1. the box is been discontinued along with the way it gets service and a phone call to dishnet dealer with a mentioning of checking with hacker groups *DID NOT* raise any mention of legalities.

2. i am just wanting to gedt the normal channels that a vcr can get i am *NOT* asking to descramble premium and ppv channels.

3. i am *not* looking to get dish service on it either

or does anyone know of any dvrs or tivo like boxes that does not require service(s) to get and record from cable? without having to build one from a computer with tv card and software.


----------



## Bill R (Dec 20, 2002)

First, the model 508 is still fully supported by DISH. Second, the 508 has no NTSC tuner (only satellite tuners) so no matter what you do you are not going to be able to use it for cable.

If you want a cable DVR (without renting one from your cable campany) your best bet is to buy a DVD recorder with a hard drive (a lot of models will store 40 hours or more of programming). Some models have both a NTSC tuner (for OTA or cable analog channels) and the 2007 models have NTSC,and ATSC (for digital OTA channels) tuners and some also have a QAM tuner (for unencrypted cable digital channels). There is a lot of information about them on AVS Forums


----------



## ejonesss (Aug 14, 2007)

Bill R said:


> First, the model 508 is still fully supported by DISH. Second, the 508 has no NTSC tuner (only satellite tuners) so no matter what you do you are not going to be able to use it for cable.
> QUOTE]
> 
> i was told by the dealer that it was not supported.
> ...


----------



## poeppe (Mar 25, 2002)

Sorry 

Bill R is correct, your "dealer" is mis-informed.


----------



## Bill R (Dec 20, 2002)

ejonesss said:


> i was told by the dealer that it was not supported.


The dealer was wrong. Call DISH at (800) 333-3474 and ask them.



> and it does have an ntsc tuner because otherwise it would not have the cable input for catv cable.


That is just a pass through so that you can hook up your cable connection and use the tv/video button on the remote to switch between cable and satellite.
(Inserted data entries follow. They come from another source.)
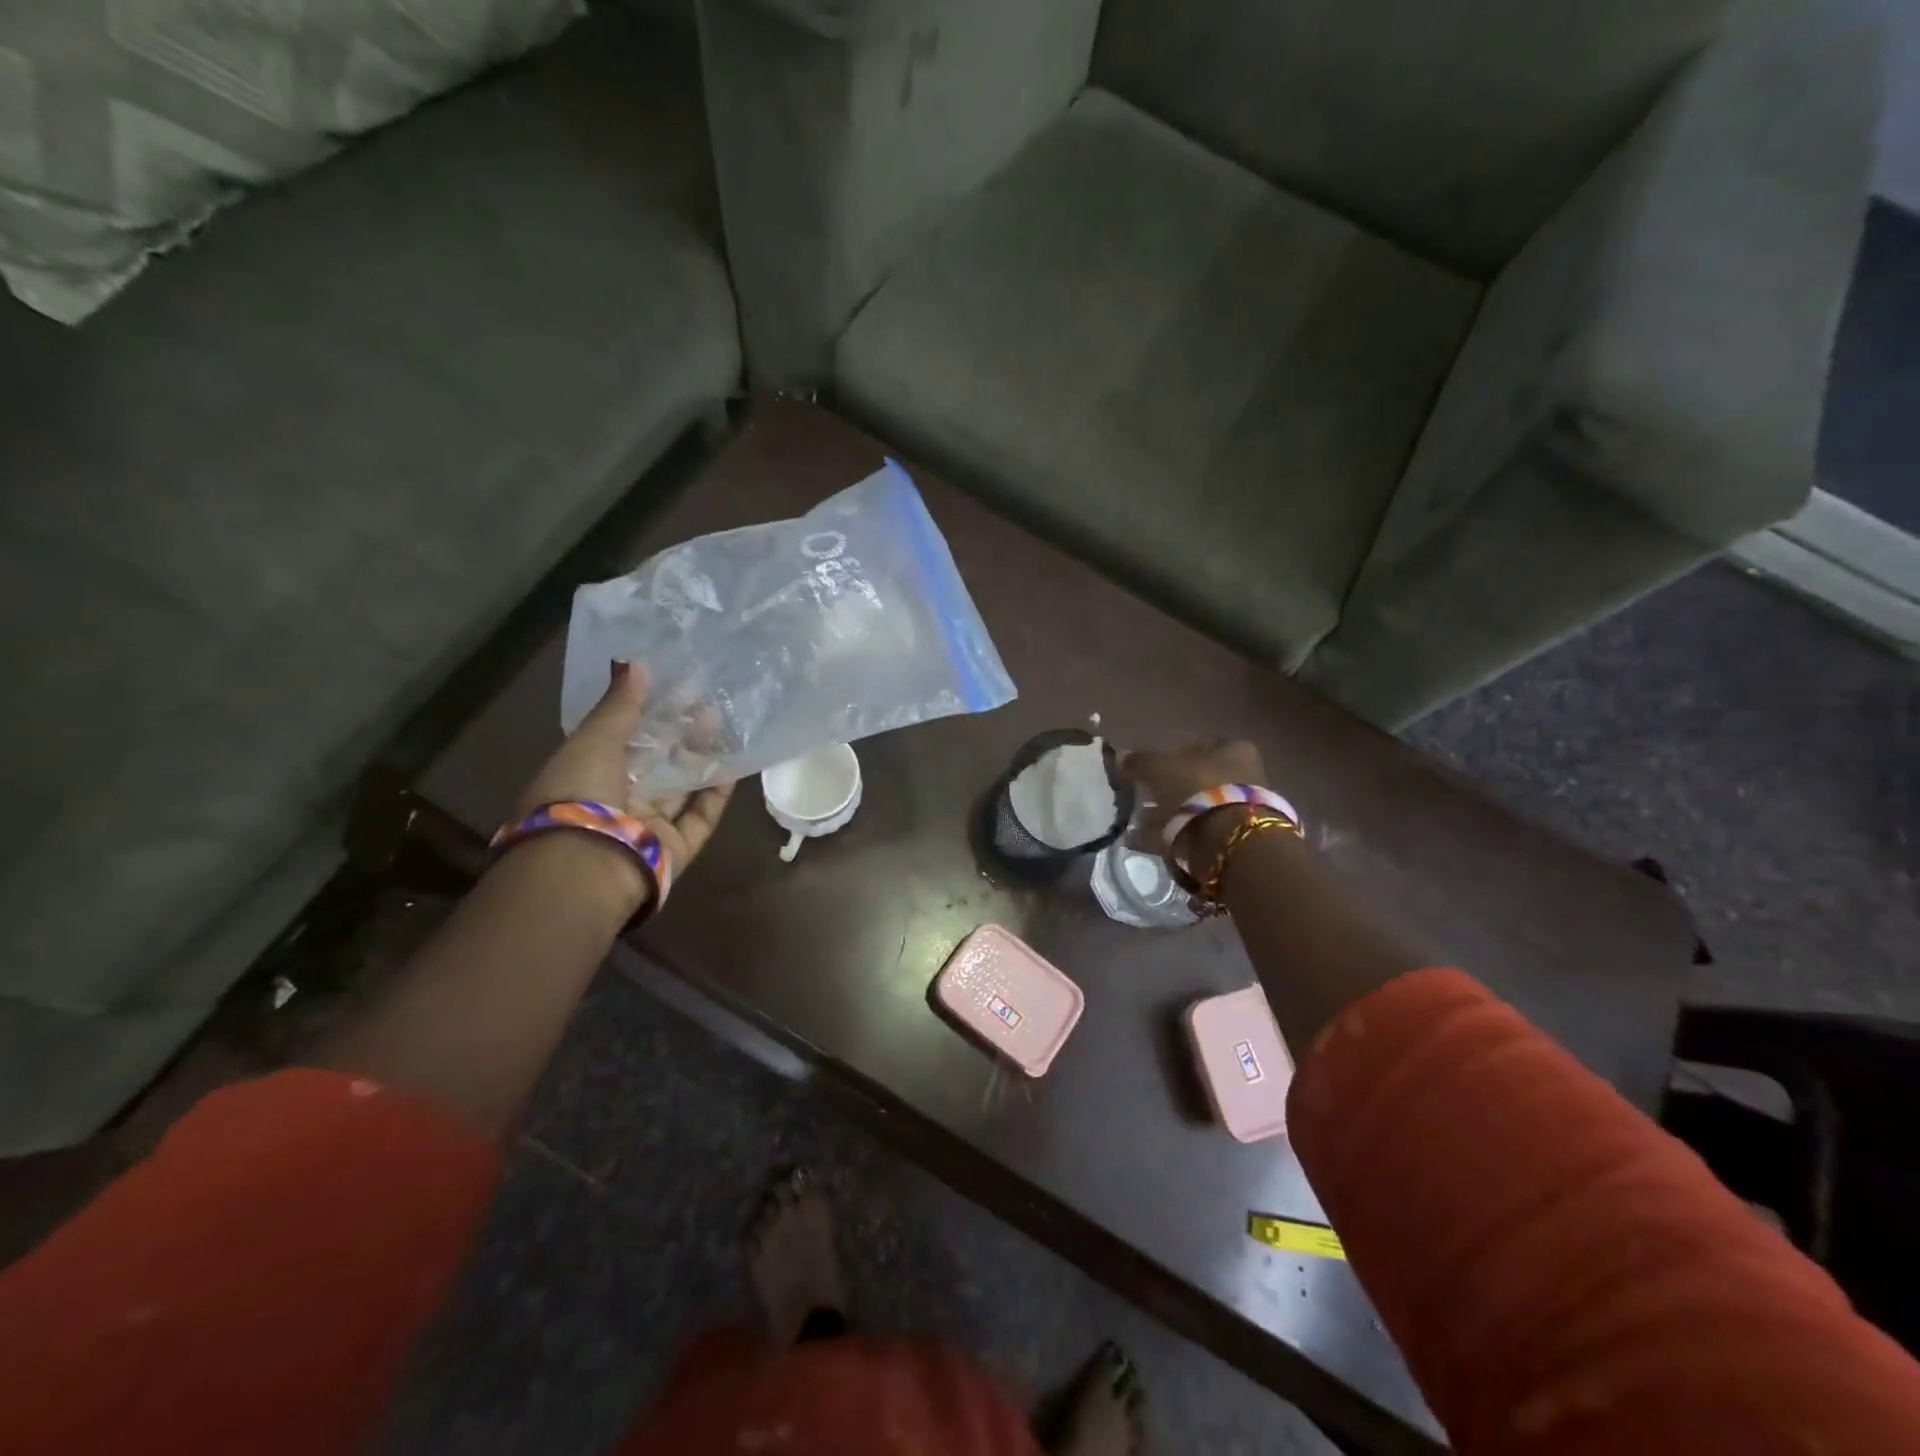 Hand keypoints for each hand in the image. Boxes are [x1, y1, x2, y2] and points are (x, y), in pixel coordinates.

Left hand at [515, 661, 735, 886]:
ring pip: (682, 786)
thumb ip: (619, 705)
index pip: (623, 738)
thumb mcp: (593, 740)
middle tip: (708, 703)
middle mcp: (618, 800)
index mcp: (587, 775)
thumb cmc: (580, 795)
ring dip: (701, 756)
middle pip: (657, 761)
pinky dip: (717, 792)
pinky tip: (733, 764)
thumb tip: (636, 662)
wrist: (589, 866)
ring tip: (724, 723)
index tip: (678, 687)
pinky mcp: (678, 846)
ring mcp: (649, 825)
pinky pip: (702, 815)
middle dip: (681, 732)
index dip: (649, 711)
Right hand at [1120, 739, 1267, 859]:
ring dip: (1167, 813)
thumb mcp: (1159, 768)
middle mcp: (1242, 773)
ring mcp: (1238, 807)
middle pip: (1195, 778)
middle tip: (1140, 797)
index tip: (1144, 770)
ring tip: (1137, 822)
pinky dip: (1169, 833)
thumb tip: (1122, 755)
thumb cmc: (1197, 788)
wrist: (1228, 839)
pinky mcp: (1231, 835)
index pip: (1194, 745)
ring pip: (1194, 806)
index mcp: (1232, 748)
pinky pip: (1193, 830)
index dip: (1166, 756)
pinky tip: (1145, 838)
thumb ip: (1140, 761)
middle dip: (1166, 788)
NONE of the 5xx models have a NTSC tuner.


----------



## allen98311 (Jan 19, 2006)

ejonesss said:


> i was told by the dealer that it was not supported.
> 
> and it does have an ntsc tuner because otherwise it would not have the cable input for catv cable.
> 
> ...


It does not have a ntsc tuner.
The CATV in passes the signal to the TV OUT.

http://www.dishnetwork.com/downloads/pdf/user_guides_and_manuals/510/Chapter2.pdf

Its on page 17 / 18 (3 / 4)


----------



## Geronimo (Mar 23, 2002)

allen98311 said:


> It does not have a ntsc tuner.
> The CATV in passes the signal to the TV OUT.
> 
> http://www.dishnetwork.com/downloads/pdf/user_guides_and_manuals/510/Chapter2.pdf
> ...


Not to split hairs but it does NOT say CATV in. It says antenna/cable in. It may ot seem like a big difference but it is.

But you can use it with DISH.


----------



## Geronimo (Mar 23, 2002)

ejonesss said:


> Bill R said:
> 
> 
> > First, the model 508 is still fully supported by DISH. Second, the 508 has no NTSC tuner (only satellite tuners) so no matter what you do you are not going to be able to use it for cable.
> ...


----------



## cdoyle (Feb 3, 2005)

I'm using a 508 right now, great unit.

not sure why they would tell you that you couldn't activate it.


----------